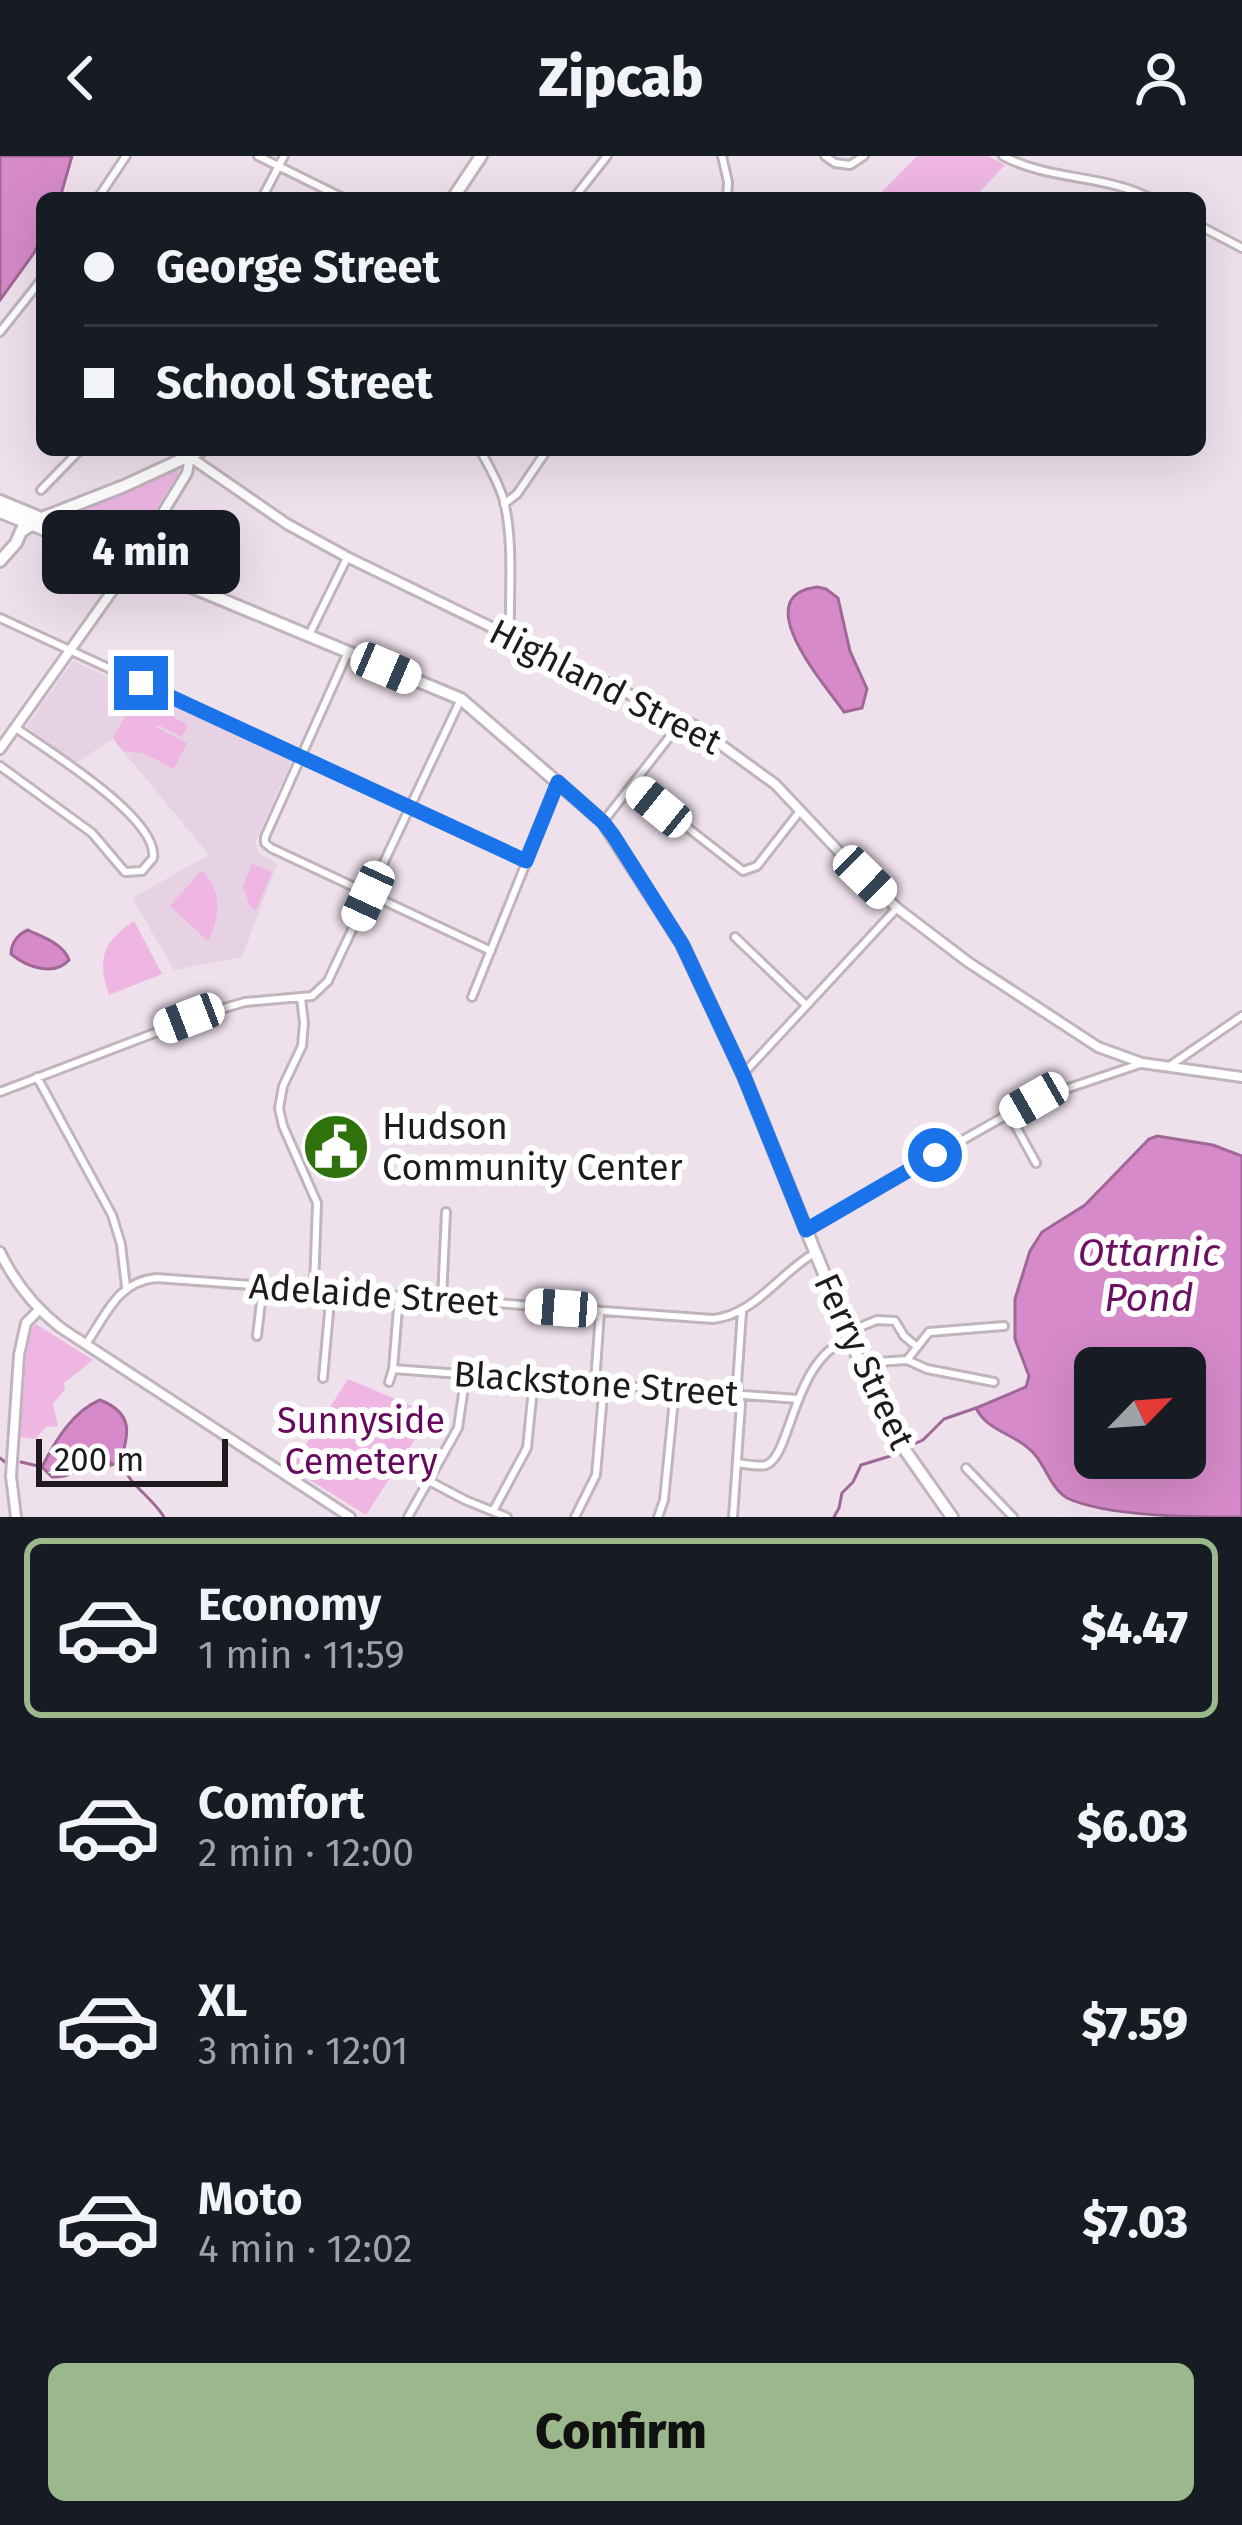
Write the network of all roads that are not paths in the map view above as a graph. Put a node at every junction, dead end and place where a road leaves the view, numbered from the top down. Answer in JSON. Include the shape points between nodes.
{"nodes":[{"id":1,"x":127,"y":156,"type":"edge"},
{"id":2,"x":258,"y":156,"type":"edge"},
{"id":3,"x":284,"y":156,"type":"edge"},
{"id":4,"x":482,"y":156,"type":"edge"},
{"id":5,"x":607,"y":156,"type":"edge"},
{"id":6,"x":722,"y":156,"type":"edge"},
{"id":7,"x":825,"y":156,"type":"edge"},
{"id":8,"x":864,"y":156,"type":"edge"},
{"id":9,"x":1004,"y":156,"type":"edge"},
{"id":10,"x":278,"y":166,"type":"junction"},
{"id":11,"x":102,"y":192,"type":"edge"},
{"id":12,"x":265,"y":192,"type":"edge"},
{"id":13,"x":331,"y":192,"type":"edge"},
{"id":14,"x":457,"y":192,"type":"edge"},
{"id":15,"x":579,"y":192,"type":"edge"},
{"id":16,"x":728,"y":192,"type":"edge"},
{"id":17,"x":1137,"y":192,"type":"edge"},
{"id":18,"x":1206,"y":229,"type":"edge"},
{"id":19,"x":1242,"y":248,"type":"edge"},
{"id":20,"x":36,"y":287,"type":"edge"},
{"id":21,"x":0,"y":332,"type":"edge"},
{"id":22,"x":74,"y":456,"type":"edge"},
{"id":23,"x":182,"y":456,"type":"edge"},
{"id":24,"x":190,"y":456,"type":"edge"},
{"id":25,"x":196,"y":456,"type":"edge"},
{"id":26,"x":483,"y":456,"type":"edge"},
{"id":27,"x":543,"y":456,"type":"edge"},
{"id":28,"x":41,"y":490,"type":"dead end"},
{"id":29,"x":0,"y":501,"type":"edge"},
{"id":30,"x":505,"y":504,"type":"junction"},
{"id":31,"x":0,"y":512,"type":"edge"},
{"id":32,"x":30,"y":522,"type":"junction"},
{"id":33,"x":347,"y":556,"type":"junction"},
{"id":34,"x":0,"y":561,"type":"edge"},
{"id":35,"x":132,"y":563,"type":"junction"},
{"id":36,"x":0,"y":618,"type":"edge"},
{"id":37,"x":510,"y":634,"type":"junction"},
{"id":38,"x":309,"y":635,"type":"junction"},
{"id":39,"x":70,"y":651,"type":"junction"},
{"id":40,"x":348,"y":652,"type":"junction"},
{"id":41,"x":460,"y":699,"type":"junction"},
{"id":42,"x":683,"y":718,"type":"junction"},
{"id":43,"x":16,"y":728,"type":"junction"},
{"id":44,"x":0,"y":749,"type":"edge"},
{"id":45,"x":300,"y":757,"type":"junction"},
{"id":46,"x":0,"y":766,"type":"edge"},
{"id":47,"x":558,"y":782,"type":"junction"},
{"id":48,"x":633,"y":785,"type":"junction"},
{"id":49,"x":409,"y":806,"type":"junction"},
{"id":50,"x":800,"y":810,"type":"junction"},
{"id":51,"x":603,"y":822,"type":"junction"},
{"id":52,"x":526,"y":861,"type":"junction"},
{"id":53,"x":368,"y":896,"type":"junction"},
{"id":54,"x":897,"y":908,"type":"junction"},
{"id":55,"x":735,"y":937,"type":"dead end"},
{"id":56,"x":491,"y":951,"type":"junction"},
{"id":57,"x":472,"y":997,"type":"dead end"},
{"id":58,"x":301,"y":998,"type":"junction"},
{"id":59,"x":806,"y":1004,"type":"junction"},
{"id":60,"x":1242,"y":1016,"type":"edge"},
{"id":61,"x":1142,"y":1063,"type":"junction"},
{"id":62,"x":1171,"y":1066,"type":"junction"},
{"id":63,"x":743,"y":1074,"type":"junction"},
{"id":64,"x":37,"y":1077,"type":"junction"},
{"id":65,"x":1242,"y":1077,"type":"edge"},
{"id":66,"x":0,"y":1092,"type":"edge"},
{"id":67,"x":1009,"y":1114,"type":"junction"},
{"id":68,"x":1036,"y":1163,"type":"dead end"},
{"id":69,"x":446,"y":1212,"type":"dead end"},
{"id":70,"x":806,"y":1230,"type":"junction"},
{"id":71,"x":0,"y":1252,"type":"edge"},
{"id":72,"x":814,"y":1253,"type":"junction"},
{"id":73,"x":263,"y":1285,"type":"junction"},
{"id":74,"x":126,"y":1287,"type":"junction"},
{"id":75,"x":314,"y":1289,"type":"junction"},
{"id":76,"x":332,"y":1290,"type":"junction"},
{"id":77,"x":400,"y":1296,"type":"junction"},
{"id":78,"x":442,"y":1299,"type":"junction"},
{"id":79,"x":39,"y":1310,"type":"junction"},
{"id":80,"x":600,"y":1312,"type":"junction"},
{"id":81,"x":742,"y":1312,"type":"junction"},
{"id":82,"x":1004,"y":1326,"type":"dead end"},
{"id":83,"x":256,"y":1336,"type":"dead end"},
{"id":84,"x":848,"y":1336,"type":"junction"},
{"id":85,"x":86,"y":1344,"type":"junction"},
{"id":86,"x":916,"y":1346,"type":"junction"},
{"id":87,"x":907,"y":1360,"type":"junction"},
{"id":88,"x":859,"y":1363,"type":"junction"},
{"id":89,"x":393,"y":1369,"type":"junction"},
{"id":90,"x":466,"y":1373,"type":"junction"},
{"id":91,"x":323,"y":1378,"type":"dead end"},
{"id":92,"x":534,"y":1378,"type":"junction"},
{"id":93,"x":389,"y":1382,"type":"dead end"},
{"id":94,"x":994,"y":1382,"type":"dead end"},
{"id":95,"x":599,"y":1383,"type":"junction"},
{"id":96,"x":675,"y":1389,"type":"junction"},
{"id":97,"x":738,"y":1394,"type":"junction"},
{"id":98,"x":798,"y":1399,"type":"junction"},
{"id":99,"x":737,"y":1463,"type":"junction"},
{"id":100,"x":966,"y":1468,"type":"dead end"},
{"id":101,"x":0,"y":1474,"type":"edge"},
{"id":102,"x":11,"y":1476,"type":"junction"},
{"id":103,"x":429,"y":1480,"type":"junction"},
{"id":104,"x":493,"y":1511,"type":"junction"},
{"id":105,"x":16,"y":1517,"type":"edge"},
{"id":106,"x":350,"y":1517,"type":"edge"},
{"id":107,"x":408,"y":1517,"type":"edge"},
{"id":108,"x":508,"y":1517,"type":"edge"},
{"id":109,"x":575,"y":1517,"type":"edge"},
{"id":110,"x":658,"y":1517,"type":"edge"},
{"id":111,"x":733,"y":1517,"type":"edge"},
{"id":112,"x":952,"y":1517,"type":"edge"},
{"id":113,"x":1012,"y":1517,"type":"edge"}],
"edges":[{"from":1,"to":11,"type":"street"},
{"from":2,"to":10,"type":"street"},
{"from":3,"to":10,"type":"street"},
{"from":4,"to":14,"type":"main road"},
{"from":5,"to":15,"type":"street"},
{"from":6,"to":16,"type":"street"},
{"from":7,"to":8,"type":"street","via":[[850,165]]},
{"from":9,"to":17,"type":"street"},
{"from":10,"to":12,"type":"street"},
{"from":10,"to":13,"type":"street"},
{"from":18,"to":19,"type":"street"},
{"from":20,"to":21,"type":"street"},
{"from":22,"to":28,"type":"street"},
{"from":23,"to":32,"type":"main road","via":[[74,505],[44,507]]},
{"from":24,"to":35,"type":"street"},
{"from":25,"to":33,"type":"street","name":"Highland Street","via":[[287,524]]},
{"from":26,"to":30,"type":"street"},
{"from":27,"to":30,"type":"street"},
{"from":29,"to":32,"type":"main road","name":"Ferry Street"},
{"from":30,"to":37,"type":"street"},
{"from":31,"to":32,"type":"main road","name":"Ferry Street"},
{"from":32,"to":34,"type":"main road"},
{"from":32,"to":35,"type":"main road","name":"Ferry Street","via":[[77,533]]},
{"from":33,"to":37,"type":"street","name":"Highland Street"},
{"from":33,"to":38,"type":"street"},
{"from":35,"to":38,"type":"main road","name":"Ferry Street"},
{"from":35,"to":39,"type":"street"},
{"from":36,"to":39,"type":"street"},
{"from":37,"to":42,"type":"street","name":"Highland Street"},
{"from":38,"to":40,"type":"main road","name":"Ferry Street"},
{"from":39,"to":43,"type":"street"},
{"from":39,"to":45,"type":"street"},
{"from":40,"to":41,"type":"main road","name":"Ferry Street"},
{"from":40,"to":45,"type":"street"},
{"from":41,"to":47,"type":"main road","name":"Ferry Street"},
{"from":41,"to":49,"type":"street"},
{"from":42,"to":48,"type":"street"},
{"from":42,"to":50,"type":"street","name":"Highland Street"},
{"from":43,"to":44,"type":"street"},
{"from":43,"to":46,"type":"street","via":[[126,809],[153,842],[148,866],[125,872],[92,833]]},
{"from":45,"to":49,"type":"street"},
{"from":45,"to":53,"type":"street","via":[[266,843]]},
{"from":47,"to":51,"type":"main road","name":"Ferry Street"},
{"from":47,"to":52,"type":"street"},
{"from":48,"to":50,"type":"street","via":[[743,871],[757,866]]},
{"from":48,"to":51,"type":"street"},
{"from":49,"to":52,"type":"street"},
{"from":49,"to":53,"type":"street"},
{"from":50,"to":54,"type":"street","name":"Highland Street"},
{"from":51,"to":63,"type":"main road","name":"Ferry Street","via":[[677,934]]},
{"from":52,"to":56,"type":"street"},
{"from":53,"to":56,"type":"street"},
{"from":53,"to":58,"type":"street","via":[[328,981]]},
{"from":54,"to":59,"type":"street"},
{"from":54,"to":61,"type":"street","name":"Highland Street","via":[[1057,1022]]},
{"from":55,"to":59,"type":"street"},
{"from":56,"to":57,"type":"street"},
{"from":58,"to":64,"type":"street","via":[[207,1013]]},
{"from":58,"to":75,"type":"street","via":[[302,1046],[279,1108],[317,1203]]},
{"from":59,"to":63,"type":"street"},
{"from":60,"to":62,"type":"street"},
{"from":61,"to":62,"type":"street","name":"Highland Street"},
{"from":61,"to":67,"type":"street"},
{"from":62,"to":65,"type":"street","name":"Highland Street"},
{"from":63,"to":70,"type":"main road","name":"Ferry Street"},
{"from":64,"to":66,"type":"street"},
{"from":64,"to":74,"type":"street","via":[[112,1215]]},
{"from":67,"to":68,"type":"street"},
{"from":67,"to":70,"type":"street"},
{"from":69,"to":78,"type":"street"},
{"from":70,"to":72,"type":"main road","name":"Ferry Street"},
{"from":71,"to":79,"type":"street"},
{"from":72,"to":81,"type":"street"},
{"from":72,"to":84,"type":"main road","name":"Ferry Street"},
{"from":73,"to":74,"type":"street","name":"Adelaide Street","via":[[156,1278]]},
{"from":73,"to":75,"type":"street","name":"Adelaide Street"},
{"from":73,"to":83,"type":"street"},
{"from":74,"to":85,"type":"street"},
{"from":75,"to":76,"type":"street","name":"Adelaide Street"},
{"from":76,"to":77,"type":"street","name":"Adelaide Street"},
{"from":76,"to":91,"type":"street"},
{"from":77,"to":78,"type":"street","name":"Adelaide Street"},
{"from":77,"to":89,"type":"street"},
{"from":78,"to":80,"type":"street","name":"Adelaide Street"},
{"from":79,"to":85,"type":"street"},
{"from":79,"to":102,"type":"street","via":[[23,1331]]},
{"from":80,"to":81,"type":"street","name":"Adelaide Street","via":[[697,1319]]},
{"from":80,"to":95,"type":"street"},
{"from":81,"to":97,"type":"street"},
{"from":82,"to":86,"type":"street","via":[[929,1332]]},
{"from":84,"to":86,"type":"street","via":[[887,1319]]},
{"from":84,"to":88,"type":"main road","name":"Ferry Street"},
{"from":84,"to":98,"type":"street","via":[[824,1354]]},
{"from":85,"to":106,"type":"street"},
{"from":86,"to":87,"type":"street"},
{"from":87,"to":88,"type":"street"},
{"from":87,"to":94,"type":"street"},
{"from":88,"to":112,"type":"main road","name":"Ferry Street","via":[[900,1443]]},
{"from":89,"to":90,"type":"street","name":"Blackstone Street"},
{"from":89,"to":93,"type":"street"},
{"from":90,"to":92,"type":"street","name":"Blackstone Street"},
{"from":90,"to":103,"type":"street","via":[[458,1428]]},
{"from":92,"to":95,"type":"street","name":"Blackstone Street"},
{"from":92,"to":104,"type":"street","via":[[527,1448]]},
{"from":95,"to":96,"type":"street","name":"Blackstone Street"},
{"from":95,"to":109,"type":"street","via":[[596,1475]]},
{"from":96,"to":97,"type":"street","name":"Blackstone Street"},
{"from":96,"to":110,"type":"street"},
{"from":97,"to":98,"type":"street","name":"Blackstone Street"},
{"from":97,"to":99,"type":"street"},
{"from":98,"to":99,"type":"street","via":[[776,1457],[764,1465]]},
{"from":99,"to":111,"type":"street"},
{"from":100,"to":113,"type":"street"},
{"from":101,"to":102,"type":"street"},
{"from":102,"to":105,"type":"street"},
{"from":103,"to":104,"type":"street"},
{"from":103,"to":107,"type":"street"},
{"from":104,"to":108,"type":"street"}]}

_____

▶ [EXERCISE BRIEF]
Report the count of lines in the entries that contain "Blackstone". Nothing else should be given.

▶ [RESPONSE BOX]
6